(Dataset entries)
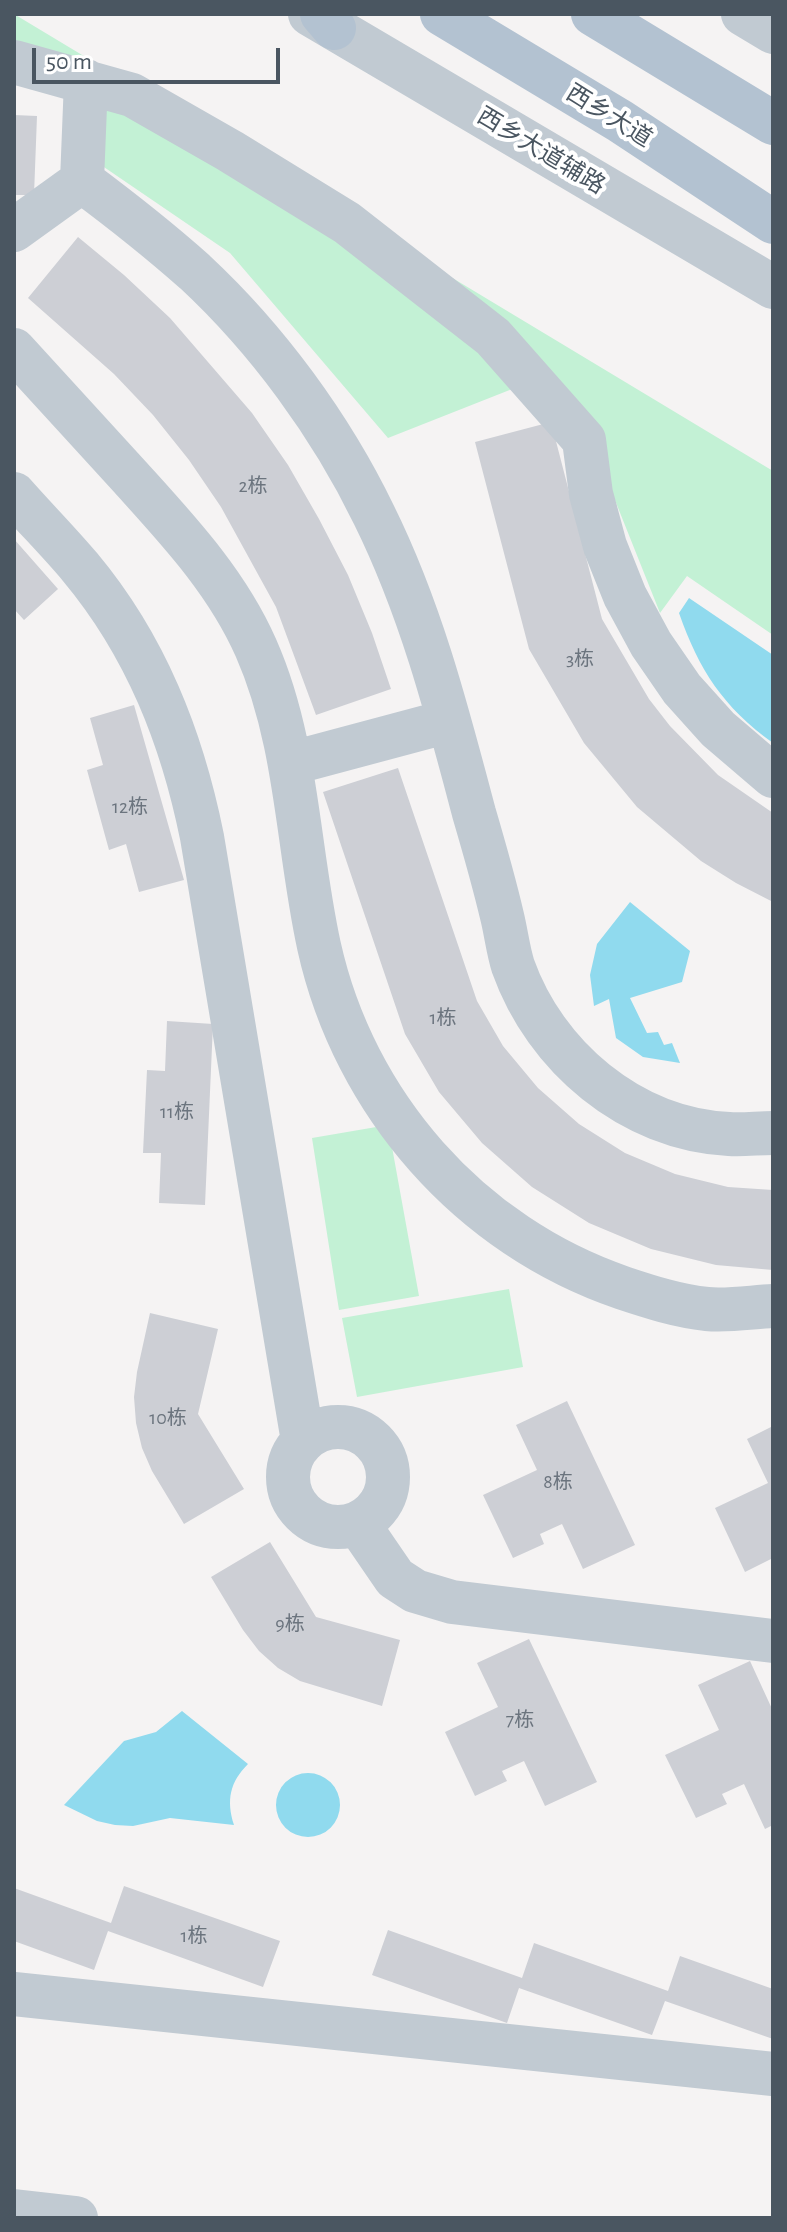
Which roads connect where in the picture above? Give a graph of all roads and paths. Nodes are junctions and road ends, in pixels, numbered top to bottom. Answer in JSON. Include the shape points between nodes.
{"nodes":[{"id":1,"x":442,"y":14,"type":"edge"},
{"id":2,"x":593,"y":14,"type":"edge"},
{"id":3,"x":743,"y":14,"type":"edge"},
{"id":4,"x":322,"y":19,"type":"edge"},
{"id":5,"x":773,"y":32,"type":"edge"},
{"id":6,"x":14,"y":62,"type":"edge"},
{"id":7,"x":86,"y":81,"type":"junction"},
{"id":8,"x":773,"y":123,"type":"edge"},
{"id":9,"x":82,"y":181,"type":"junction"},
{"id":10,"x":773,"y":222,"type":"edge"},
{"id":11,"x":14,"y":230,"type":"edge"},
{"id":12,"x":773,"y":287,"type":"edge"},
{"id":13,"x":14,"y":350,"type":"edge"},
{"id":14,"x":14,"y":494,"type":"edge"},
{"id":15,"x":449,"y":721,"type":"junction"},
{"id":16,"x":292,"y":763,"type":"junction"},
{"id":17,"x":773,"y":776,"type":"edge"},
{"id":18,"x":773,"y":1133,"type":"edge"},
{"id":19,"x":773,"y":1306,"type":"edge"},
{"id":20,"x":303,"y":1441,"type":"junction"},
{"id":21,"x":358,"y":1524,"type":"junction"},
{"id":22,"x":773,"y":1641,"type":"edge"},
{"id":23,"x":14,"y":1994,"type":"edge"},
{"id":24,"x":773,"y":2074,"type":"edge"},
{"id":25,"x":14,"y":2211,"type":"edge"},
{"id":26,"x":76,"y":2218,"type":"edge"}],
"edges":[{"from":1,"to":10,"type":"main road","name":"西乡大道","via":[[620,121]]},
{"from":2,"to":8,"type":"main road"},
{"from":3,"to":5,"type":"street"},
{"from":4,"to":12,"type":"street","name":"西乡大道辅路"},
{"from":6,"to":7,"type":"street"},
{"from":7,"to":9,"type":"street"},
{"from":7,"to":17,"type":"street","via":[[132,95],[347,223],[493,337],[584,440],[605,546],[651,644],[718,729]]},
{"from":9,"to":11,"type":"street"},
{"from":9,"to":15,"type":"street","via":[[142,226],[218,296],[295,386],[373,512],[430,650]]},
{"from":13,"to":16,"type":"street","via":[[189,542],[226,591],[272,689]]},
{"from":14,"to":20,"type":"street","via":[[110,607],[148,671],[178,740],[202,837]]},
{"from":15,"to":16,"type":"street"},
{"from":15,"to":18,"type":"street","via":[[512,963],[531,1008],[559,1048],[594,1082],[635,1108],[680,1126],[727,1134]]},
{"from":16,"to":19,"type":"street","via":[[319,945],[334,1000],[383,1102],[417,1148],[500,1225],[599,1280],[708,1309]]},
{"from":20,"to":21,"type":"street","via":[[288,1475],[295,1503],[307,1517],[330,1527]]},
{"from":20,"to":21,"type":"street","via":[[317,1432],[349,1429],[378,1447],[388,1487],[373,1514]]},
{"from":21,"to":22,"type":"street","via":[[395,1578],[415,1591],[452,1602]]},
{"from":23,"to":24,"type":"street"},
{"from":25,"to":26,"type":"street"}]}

→ EXERCISE BRIEF: Pick out the lines above that hold the string "road" and show them.

→ WRITTEN RESPONSE:
Which roads connect where in the picture above? Give a graph of all roads and paths. Nodes are junctions and road ends, in pixels, numbered top to bottom. Answer in JSON. Include the shape points between nodes.
"edges":[{"from":1,"to":10,"type":"main road","name":"西乡大道","via":[[620,121]]},
{"from":2,"to":8,"type":"main road"},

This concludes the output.